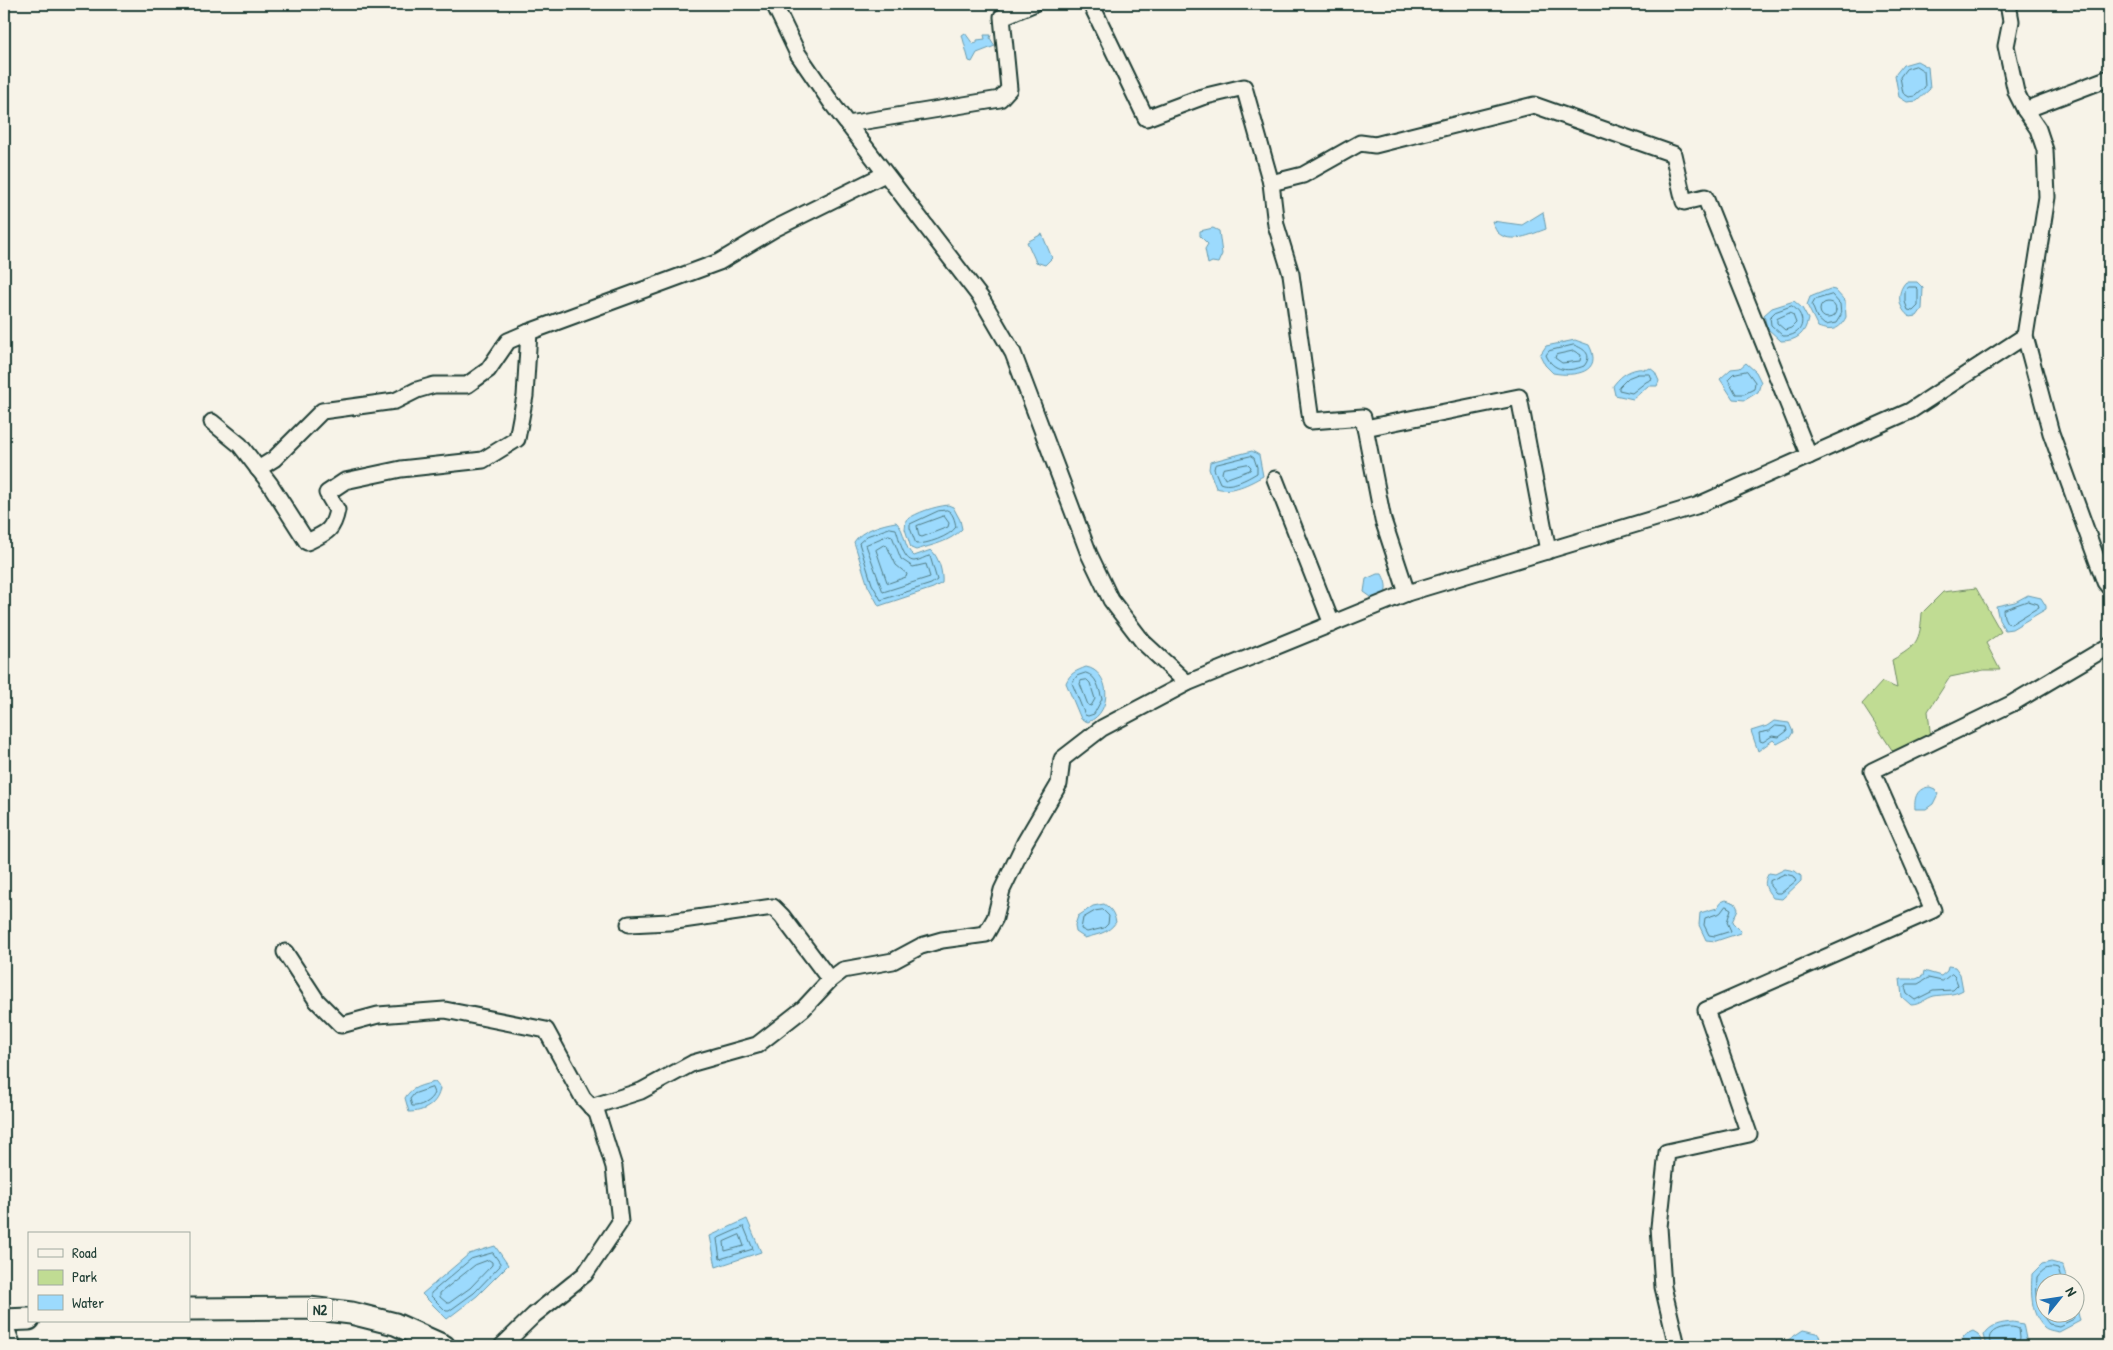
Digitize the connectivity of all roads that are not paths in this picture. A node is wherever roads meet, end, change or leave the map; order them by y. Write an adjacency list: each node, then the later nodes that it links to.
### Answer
1 (774, 4): 7 (street)
2 (1033, 4): 7 (street)
3 (1091, 4): 9 (street)
4 (2008, 4): 6 (street)
5 (2109, 78): 6 (street)
6 (2025, 110): 11 (street)
7 (848, 124): 8 (street)
8 (886, 174): 10 (street); 22 (street)
9 (1270, 183): 13 (street); 14 (street)
10 (529, 332): 15 (street); 15 (street)
11 (2025, 336): 14 (street); 18 (street)
12 (212, 422): 15 (street)
13 (1365, 428): 17 (street); 19 (street)
14 (1809, 456): 17 (street)
15 (258, 469)
16 (1275, 479): 20 (street)
17 (1548, 551): 19 (street)
18 (2109, 587)
19 (1407, 593): 20 (street)
20 (1332, 624): 22 (street)
21 (2109, 646): 33 (street)
22 (1187, 683): 25 (street)
23 (629, 924): 25 (street)
24 (285, 952): 26 (street)
25 (830, 980): 26 (street)
26 (591, 1107): 32 (street)
27 (190, 1309): 31 (highway, N2)
28 (28, 1319): 29 (highway)
29 (4, 1322): 30 (street)
30 (13, 1346)
31 (444, 1346)
32 (502, 1346)
33 (1677, 1346)

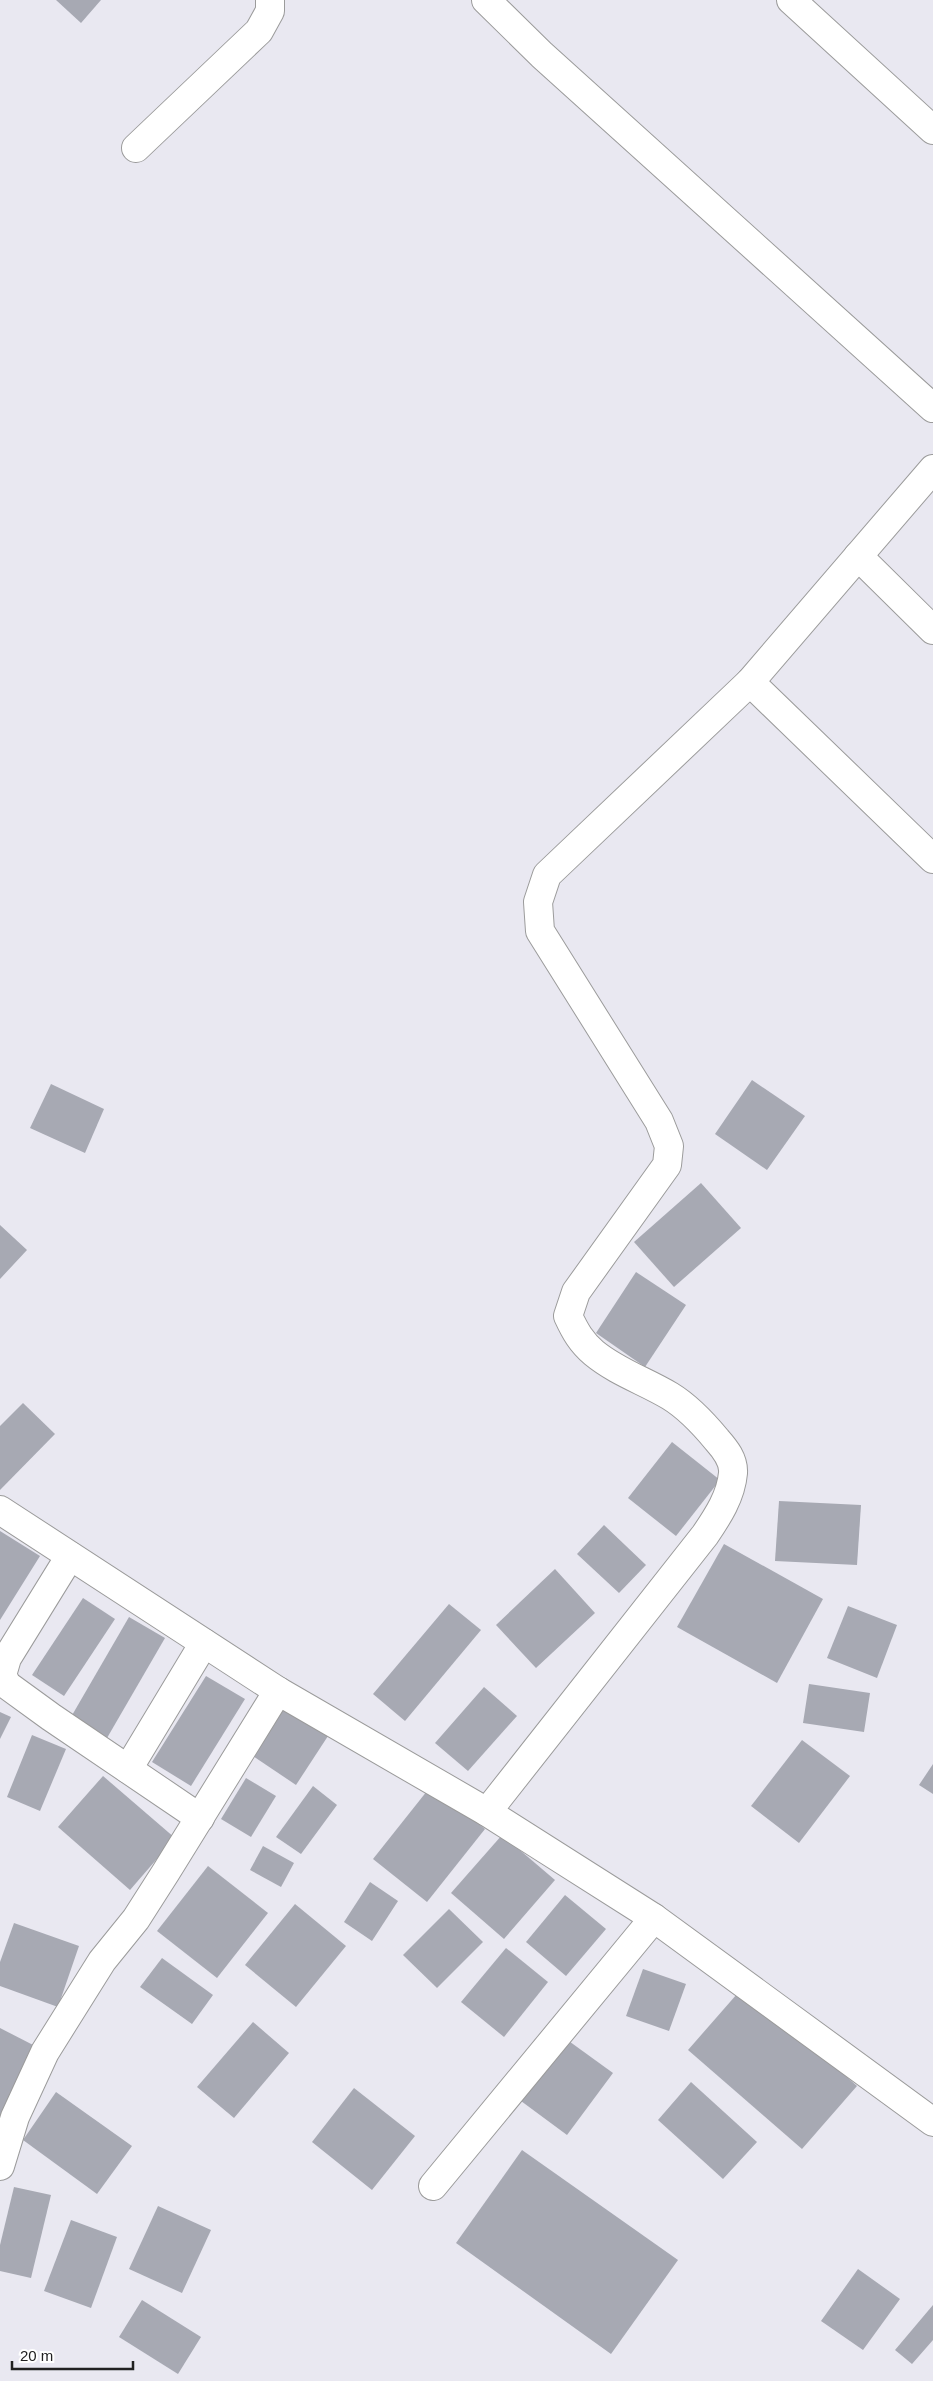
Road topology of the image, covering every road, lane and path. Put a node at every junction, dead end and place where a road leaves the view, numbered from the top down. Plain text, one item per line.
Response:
1 (270, 0) edge
2 (486, 0) edge
3 (791, 0) edge
4 (933, 130) edge
5 (136, 148) dead end
6 (933, 408) edge
7 (933, 469) edge
8 (858, 556) junction
9 (933, 630) edge
10 (750, 682) junction
11 (933, 859) edge
12 (0, 1510) edge
13 (70, 1556) junction
14 (204, 1643) junction
15 (278, 1691) junction
16 (128, 1770) junction
17 (487, 1812) junction
18 (200, 1818) junction
19 (654, 1918) junction
20 (933, 2122) edge
21 (0, 2166) edge
22 (433, 2186) dead end

1 - 5 street
2 - 6 street
3 - 4 street
7 - 8 street
8 - 9 street
8 - 10 street
10 - 11 street
10 - 17 street
12 - 13 street
13 - 14 street
13 - 16 street
14 - 15 street
14 - 16 street
15 - 17 street
15 - 18 street
16 - 18 street
17 - 19 street
18 - 21 street
19 - 20 street
19 - 22 street

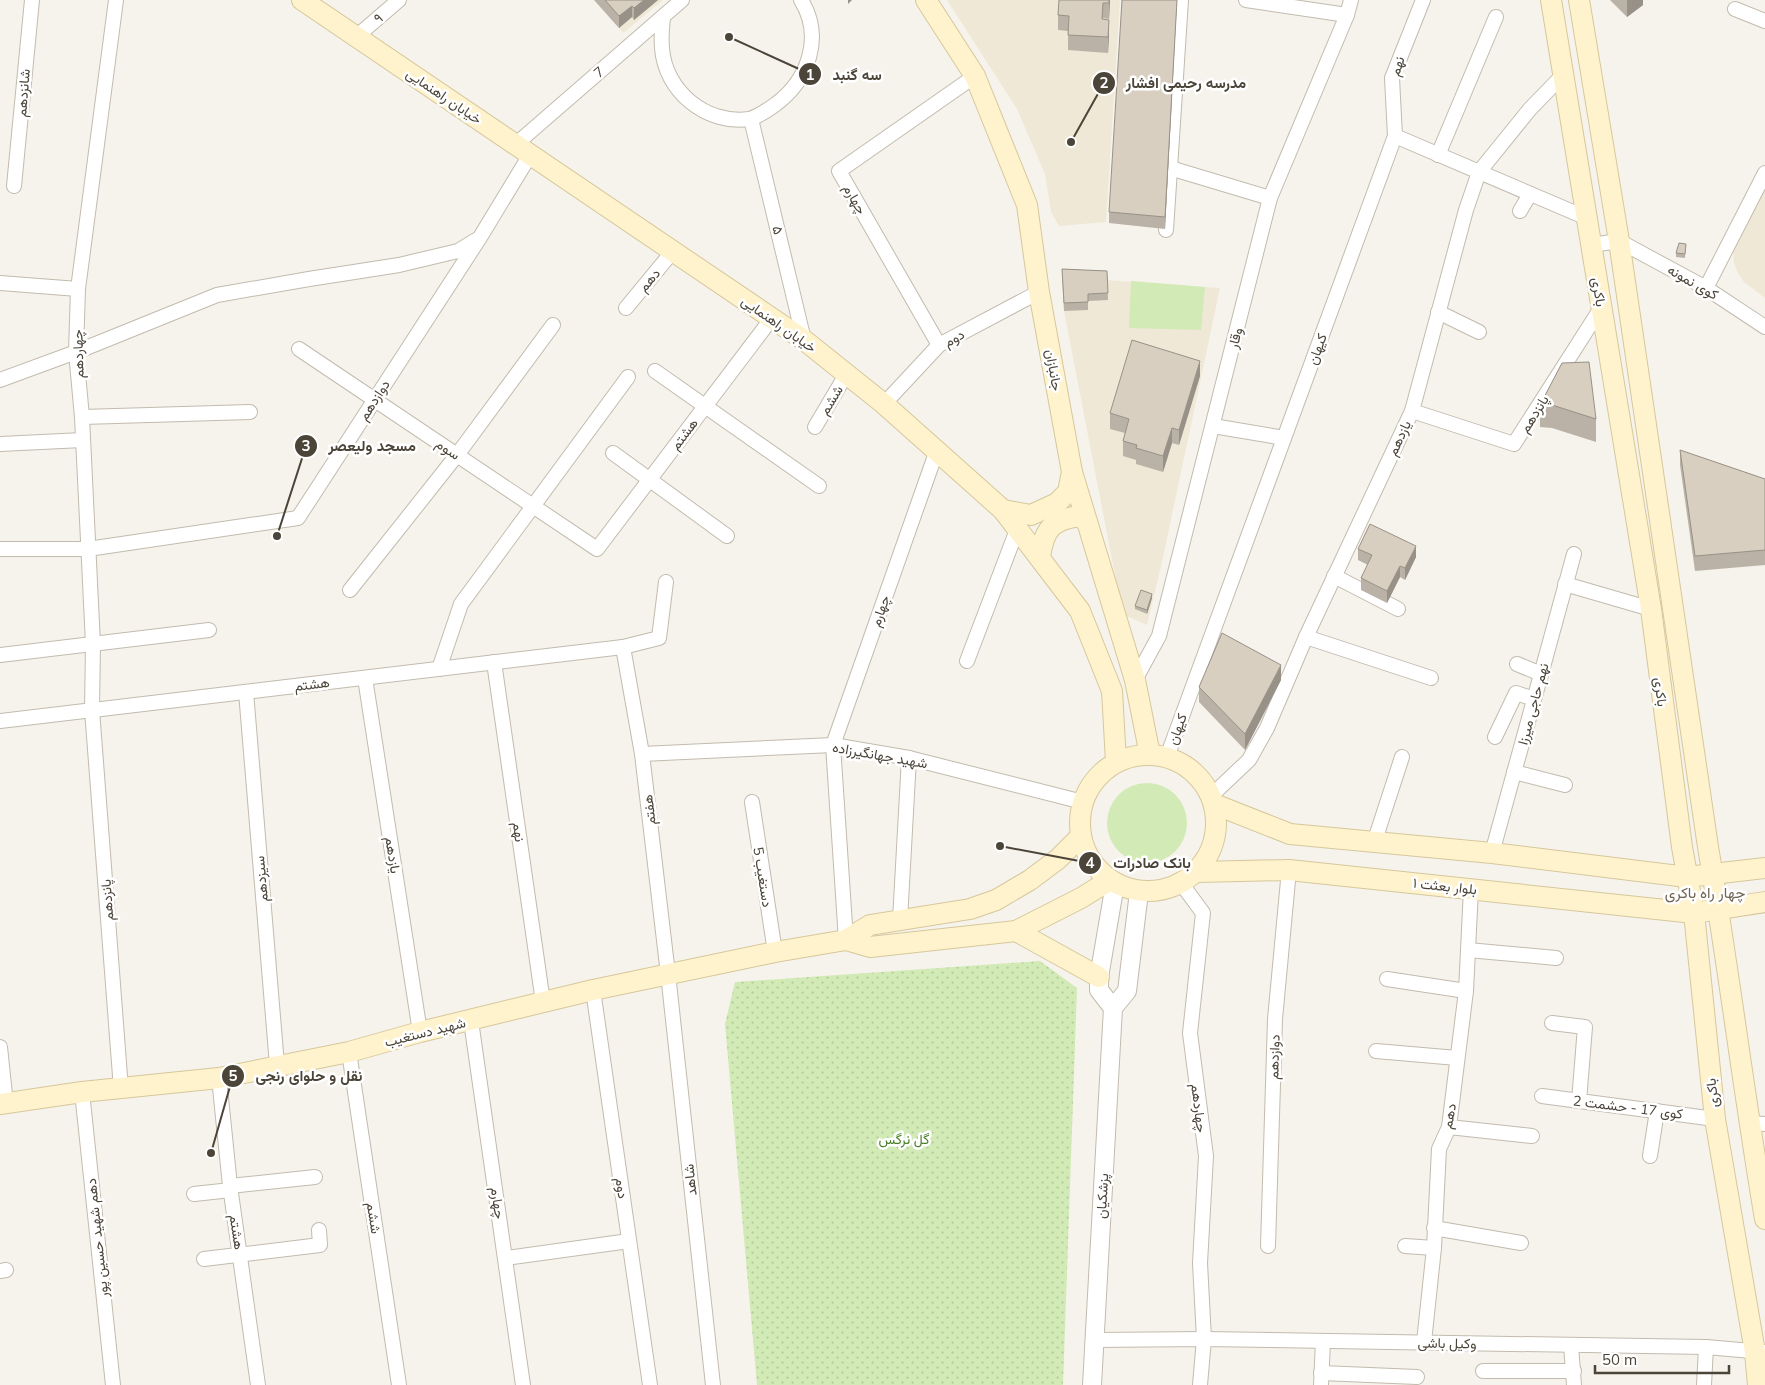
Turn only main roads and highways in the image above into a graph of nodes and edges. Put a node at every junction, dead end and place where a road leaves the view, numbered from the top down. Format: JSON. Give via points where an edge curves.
{"nodes":[{"id":1,"x":302,"y":0,"type":"edge"},
{"id":2,"x":926,"y":0,"type":"edge"},
{"id":3,"x":1551,"y":0,"type":"edge"},
{"id":4,"x":1580,"y":0,"type":"edge"},
{"id":5,"x":1072,"y":472,"type":"junction"},
{"id":6,"x":1003,"y":510,"type":"junction"},
{"id":7,"x":1087,"y":522,"type":"junction"},
{"id":8,"x":1040,"y":557,"type":"junction"},
{"id":9,"x":1158,"y":756,"type":"junction"},
{"id":10,"x":1116,"y":762,"type":"junction"},
{"id":11,"x":1213,"y":800,"type":"junction"},
{"id":12,"x":1081,"y":836,"type":"junction"},
{"id":13,"x":1765,"y":868,"type":"edge"},
{"id":14,"x":1713,"y":874,"type":"junction"},
{"id":15,"x":1687,"y":877,"type":"junction"},
{"id":16,"x":1189,"y":878,"type":"junction"},
{"id":17,"x":1112,"y":882,"type":"junction"},
{"id":18,"x":1765,"y":902,"type":"edge"},
{"id":19,"x":1719,"y":908,"type":"junction"},
{"id":20,"x":1694,"y":913,"type":"junction"},
{"id":21,"x":1016,"y":931,"type":"junction"},
{"id":22,"x":846,"y":940,"type":"junction"},
{"id":23,"x":1099,"y":977,"type":"road end"},
{"id":24,"x":3,"y":1104,"type":"edge"},
{"id":25,"x":1757,"y":1124,"type":"edge"},
{"id":26,"x":1765,"y":1219,"type":"edge"},
{"id":27,"x":1760,"y":1352,"type":"edge"},
{"id":28,"x":1758,"y":1385,"type":"edge"}],
"edges":[{"from":1,"to":6,"type":"main road","name":"خیابان راهنمایی","via":[[804,340],[884,404]]},
{"from":2,"to":5,"type":"main road","name":"جانبازان","via":[[975,76],[1027,205],[1039,292]]},
{"from":3,"to":15,"type":"main road","name":"باکری","via":[[1651,609]]},
{"from":4,"to":14,"type":"main road","name":"باکری"},
{"from":5,"to":6,"type":"main road","via":[[1068,492],[1057,503],[1031,515]]},
{"from":5,"to":7,"type":"main road","name":"جانبازان"},
{"from":6,"to":8,"type":"main road","name":"خیابان راهنمایی"},
{"from":7,"to":8,"type":"main road","via":[[1079,516],[1064,518],[1055,524],[1043,541]]},
{"from":7,"to":9,"type":"main road","name":"جانبازان"},
{"from":8,"to":10,"type":"main road","name":"خیابان راهنمایی","via":[[1080,611],[1112,691]]},
{"from":9,"to":10,"type":"main road","via":[[1132,756]]},
{"from":9,"to":11,"type":"main road","via":[[1194,771]]},
{"from":10,"to":12,"type":"main road","via":[[1102,772],[1083,802]]},
{"from":11,"to":15,"type":"main road","via":[[1290,834],[1492,853]]},
{"from":11,"to":16,"type":"main road","via":[[1217,822],[1214,841],[1207,858]]},
{"from":12,"to":17,"type":"main road","via":[[1094,866]]},
{"from":12,"to":22,"type":"main road","via":[[1058,859],[996,900],[970,909],[870,925]]},
{"from":13,"to":14,"type":"main road"},
{"from":14,"to":15,"type":"main road"},
{"from":14,"to":19,"type":"main road","name":"باکری"},
{"from":15,"to":20,"type":"main road","name":"باکری"},
{"from":16,"to":17,"type":"main road","via":[[1154,892],[1139,892]]},
{"from":16,"to":20,"type":"main road","name":"بلوار بعثت ۱","via":[[1289,870]]},
{"from":17,"to":21,"type":"main road"},
{"from":18,"to":19,"type":"main road","name":"بلوار بعثت ۱"},
{"from":19,"to":20,"type":"main road","name":"بلوار بعثت ۱"},
{"from":19,"to":25,"type":"main road","name":"باکری"},
{"from":20,"to":27,"type":"main road","name":"باکری","via":[[1715,1119]]},
{"from":21,"to":22,"type":"main road","via":[[870,947]]},
{"from":21,"to":23,"type":"main road"},
{"from":22,"to":24,"type":"main road","name":"شهید دستغیب","via":[[593,990],[349,1052],[219,1078]]},
{"from":25,"to":26,"type":"main road","name":"باکری"},
{"from":27,"to":28,"type":"main road","name":"باکری"}]}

__________

## What to do
Each line containing the word "بعثت" needs to be copied from the data above.

## Result of the task
{"from":16,"to":20,"type":"main road","name":"بلوار بعثت ۱","via":[[1289,870]]},
{"from":18,"to":19,"type":"main road","name":"بلوار بعثت ۱"},
{"from":19,"to":20,"type":"main road","name":"بلوار بعثت ۱"},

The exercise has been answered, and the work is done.